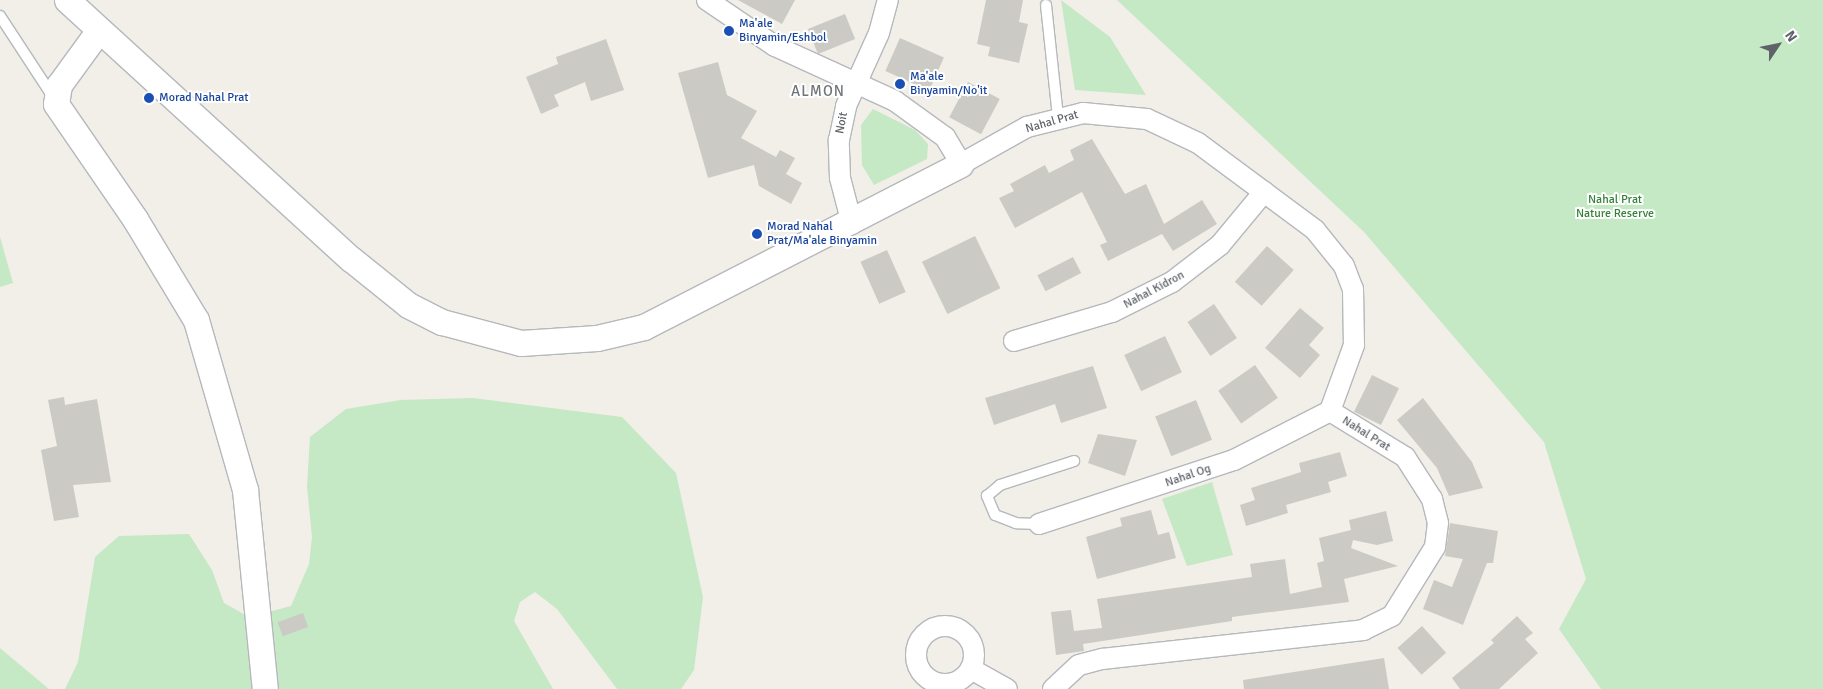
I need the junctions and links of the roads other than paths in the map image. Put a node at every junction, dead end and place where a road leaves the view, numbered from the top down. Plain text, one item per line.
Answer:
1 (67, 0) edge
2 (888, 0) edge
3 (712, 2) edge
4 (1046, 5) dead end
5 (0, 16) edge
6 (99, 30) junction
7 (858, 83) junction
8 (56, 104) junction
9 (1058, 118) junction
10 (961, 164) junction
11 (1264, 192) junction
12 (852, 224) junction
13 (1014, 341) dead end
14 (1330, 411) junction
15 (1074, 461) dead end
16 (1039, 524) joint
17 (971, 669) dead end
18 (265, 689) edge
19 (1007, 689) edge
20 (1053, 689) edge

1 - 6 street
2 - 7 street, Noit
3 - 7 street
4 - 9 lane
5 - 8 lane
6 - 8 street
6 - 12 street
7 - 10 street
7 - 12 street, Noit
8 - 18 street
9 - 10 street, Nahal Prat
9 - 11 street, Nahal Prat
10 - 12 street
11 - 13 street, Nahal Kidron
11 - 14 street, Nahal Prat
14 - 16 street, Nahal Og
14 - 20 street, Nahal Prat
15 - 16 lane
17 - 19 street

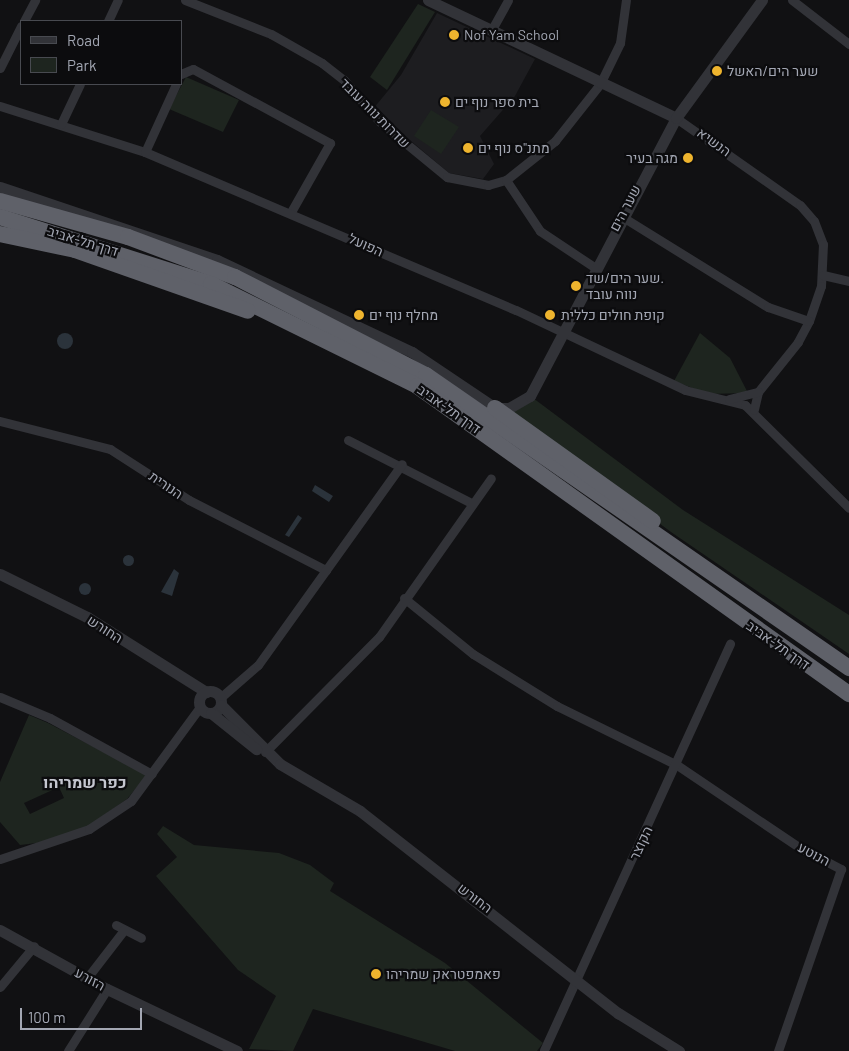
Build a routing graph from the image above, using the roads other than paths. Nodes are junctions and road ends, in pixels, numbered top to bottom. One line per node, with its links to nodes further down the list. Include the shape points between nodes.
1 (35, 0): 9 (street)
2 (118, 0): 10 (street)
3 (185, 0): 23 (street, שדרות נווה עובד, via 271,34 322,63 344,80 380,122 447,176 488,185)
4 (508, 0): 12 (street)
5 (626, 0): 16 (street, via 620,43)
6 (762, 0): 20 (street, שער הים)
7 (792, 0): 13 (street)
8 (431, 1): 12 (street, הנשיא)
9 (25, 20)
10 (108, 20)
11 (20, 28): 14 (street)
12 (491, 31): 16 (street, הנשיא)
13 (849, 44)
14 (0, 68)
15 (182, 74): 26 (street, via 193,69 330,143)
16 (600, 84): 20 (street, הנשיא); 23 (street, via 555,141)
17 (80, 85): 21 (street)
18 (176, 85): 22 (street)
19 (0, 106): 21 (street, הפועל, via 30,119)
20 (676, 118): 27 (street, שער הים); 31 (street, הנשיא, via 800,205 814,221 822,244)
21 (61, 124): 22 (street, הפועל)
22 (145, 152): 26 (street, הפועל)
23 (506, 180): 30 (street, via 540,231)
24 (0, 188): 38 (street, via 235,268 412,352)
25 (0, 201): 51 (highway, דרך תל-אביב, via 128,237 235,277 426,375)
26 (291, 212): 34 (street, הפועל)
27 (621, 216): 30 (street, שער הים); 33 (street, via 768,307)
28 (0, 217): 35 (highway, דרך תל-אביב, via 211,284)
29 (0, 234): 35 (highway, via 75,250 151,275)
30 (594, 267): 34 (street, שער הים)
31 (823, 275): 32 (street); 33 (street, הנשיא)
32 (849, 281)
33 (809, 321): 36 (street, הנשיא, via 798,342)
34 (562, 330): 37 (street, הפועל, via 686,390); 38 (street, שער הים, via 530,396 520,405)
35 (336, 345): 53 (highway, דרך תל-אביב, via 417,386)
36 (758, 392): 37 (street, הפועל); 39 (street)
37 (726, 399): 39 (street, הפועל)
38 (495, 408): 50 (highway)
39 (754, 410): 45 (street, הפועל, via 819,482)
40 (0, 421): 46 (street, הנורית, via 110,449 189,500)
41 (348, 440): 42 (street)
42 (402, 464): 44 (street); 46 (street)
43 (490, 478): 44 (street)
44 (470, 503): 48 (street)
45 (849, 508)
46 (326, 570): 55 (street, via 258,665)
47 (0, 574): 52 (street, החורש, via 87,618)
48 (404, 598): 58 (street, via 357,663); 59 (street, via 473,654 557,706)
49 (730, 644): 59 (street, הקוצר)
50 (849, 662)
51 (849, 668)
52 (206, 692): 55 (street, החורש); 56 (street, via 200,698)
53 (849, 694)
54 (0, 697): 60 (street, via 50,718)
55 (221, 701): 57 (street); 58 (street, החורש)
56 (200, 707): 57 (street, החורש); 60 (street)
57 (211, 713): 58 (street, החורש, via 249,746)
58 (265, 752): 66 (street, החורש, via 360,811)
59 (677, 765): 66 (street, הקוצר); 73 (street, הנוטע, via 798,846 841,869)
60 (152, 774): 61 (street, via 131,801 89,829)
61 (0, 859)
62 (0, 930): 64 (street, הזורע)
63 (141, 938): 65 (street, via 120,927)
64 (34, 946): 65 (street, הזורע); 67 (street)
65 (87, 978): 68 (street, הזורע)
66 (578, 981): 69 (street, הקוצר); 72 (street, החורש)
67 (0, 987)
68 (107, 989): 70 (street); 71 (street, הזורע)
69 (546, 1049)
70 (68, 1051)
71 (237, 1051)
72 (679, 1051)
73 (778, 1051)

__________

Report the number of lines in the material above holding the word "paths", without anything else.

2